Work order
Would you please copy each line of the data in which the string "lane" occurs?

Collected data:
_ _ _ _

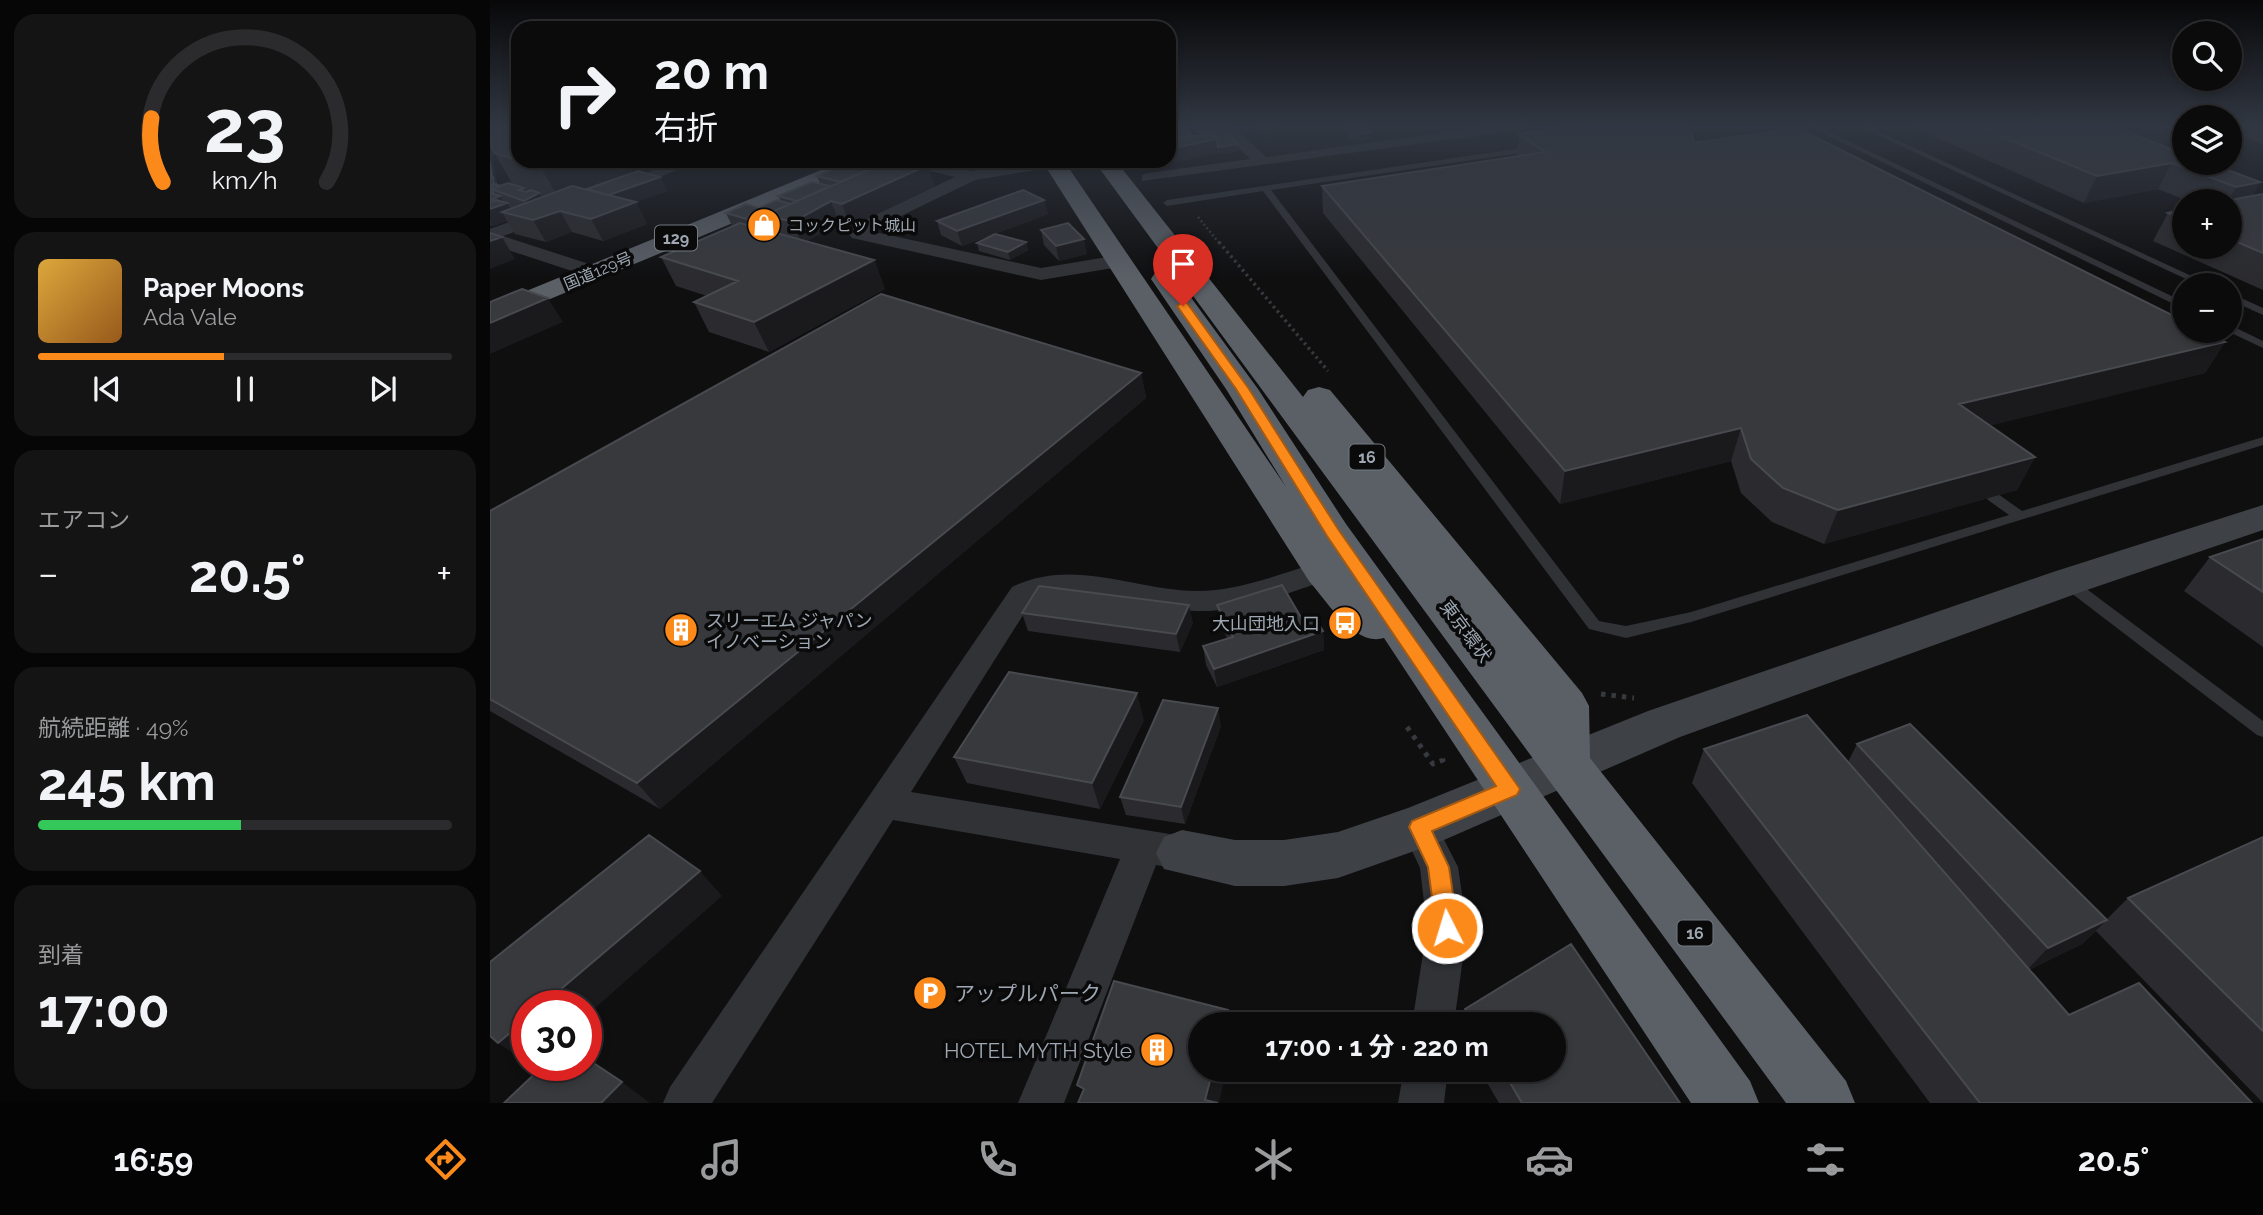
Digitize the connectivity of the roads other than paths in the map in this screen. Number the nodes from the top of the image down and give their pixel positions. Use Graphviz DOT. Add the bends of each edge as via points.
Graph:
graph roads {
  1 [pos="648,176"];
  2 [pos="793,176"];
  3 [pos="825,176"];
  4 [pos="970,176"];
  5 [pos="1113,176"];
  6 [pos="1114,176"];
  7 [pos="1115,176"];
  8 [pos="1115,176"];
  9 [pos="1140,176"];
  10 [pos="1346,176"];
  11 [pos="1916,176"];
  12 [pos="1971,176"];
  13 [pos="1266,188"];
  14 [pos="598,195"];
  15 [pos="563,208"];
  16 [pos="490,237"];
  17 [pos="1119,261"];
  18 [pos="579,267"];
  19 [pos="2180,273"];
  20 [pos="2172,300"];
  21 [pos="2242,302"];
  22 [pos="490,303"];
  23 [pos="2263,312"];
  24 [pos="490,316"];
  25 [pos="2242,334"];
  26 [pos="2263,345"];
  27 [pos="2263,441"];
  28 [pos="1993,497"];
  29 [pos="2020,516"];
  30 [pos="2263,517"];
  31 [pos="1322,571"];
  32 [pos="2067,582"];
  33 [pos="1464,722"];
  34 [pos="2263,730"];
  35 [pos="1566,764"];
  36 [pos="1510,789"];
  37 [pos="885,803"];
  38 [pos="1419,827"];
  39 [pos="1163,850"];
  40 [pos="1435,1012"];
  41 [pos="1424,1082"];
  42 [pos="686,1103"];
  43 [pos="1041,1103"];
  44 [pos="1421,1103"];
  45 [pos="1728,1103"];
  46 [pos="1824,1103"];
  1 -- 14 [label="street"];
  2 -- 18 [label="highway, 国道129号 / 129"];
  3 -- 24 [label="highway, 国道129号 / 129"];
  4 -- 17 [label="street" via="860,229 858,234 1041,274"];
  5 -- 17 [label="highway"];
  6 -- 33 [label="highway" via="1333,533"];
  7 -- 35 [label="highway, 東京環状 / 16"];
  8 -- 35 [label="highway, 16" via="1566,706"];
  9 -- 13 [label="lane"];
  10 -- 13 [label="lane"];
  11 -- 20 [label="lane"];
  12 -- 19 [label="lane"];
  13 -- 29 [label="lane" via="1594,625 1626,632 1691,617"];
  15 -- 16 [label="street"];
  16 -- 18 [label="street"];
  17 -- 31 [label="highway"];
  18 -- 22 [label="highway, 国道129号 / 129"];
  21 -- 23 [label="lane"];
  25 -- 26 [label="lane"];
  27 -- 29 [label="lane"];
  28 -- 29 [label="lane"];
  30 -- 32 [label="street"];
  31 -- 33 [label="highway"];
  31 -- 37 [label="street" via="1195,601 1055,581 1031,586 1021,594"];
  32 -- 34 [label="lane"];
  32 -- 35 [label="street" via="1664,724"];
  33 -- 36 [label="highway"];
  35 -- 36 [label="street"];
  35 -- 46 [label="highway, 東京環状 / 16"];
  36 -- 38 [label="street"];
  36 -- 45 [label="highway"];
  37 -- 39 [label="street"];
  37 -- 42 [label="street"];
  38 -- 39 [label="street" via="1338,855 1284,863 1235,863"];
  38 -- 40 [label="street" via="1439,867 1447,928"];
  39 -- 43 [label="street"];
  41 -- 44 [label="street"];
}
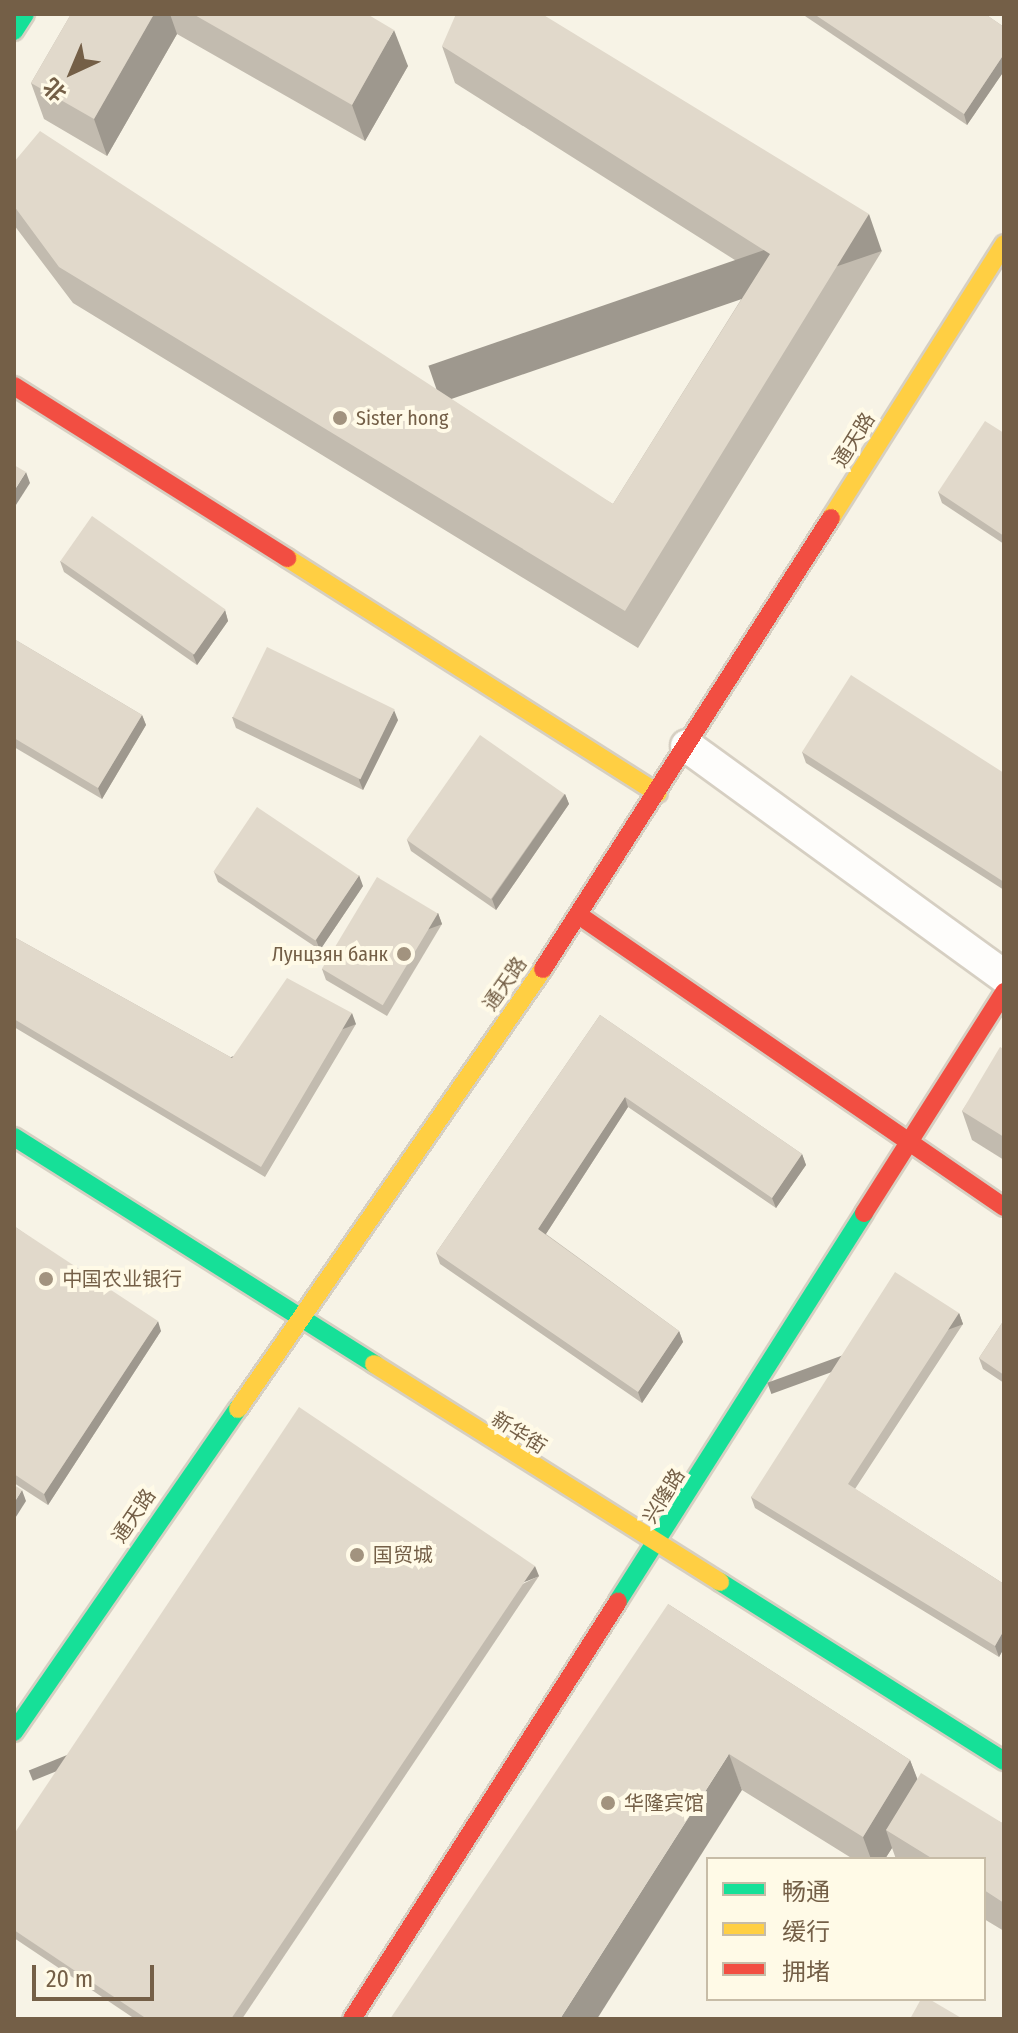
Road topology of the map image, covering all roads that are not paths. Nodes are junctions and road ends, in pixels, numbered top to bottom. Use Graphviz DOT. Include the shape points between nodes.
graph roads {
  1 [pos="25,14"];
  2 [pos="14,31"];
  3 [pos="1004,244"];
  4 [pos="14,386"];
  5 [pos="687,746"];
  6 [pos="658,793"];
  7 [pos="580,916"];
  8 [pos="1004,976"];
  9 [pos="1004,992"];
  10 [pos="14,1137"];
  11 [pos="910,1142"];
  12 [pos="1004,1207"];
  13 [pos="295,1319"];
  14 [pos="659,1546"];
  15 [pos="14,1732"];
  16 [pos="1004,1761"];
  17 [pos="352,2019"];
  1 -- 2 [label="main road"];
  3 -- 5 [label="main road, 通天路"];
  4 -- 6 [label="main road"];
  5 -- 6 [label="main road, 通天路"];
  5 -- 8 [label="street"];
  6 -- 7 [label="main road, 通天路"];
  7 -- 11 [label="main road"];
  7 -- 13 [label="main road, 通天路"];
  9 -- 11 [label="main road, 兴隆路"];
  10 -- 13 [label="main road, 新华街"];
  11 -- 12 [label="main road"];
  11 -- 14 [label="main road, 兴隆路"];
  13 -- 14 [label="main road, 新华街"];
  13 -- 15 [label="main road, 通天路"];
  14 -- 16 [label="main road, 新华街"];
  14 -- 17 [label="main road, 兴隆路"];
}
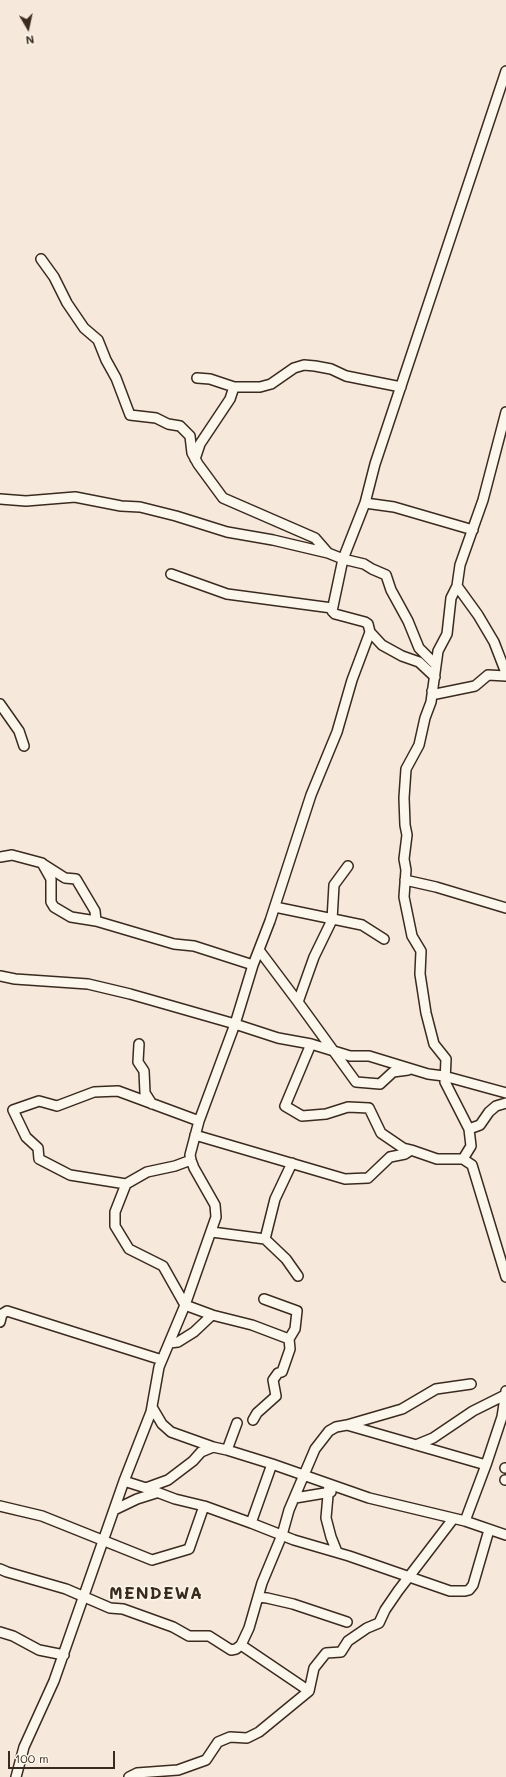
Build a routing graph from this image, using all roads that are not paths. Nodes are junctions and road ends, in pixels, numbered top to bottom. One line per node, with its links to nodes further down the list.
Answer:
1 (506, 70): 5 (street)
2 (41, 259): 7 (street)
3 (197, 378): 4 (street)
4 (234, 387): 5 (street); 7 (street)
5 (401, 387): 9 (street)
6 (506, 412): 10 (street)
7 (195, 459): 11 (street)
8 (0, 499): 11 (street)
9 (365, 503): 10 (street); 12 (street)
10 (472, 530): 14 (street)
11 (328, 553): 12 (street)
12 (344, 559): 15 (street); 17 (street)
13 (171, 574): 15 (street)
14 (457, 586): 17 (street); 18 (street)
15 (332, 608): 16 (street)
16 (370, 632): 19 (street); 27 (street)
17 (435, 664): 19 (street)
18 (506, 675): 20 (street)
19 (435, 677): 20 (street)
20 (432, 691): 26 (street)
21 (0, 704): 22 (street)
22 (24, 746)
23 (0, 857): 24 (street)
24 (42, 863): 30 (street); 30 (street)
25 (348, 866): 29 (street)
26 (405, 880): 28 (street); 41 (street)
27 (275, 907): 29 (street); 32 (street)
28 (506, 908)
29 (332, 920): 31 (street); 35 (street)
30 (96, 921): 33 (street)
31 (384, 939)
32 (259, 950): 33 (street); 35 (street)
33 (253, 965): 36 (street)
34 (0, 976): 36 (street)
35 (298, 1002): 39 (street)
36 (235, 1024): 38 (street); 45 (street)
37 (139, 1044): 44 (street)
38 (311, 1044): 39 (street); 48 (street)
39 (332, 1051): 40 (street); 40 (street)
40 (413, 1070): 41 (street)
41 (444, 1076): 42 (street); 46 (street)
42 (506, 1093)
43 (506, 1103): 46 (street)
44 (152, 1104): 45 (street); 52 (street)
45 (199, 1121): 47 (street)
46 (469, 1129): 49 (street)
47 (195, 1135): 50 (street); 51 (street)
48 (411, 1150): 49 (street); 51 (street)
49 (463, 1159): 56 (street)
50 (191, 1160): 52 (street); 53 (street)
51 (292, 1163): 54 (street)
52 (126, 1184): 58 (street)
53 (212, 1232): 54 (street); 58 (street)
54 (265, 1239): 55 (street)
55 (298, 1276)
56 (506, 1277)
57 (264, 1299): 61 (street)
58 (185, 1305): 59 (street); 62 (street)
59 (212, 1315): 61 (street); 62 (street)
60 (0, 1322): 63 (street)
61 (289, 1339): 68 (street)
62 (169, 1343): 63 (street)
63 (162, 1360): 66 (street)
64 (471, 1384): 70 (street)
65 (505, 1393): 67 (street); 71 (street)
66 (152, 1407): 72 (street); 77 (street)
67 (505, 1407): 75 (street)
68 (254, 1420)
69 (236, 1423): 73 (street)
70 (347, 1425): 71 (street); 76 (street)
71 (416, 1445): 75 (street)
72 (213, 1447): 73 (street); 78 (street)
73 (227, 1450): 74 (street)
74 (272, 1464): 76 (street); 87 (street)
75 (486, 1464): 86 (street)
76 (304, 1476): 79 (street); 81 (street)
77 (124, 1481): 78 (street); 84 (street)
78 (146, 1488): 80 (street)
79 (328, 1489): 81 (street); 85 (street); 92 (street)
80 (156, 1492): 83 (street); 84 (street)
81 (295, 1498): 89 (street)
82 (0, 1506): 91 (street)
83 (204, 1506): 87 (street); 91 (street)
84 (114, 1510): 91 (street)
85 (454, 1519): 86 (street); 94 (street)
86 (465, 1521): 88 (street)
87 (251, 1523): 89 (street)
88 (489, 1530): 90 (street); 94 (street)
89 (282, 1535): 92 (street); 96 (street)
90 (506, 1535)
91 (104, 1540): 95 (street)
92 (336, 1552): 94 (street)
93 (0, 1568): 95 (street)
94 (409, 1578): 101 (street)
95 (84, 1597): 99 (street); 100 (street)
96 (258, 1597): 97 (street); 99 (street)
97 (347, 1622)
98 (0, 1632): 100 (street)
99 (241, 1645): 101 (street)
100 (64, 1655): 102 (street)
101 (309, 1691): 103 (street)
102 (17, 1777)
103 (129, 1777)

_ _ _ _

Answer to the exercise
  9 -- 13 [label="lane"];
  10 -- 13 [label="lane"];
  11 -- 20 [label="lane"];
  12 -- 19 [label="lane"];
  13 -- 29 [label="lane" via="1594,625 1626,632 1691,617"];
  21 -- 23 [label="lane"];
  25 -- 26 [label="lane"];
  27 -- 29 [label="lane"];
  28 -- 29 [label="lane"];
  32 -- 34 [label="lane"];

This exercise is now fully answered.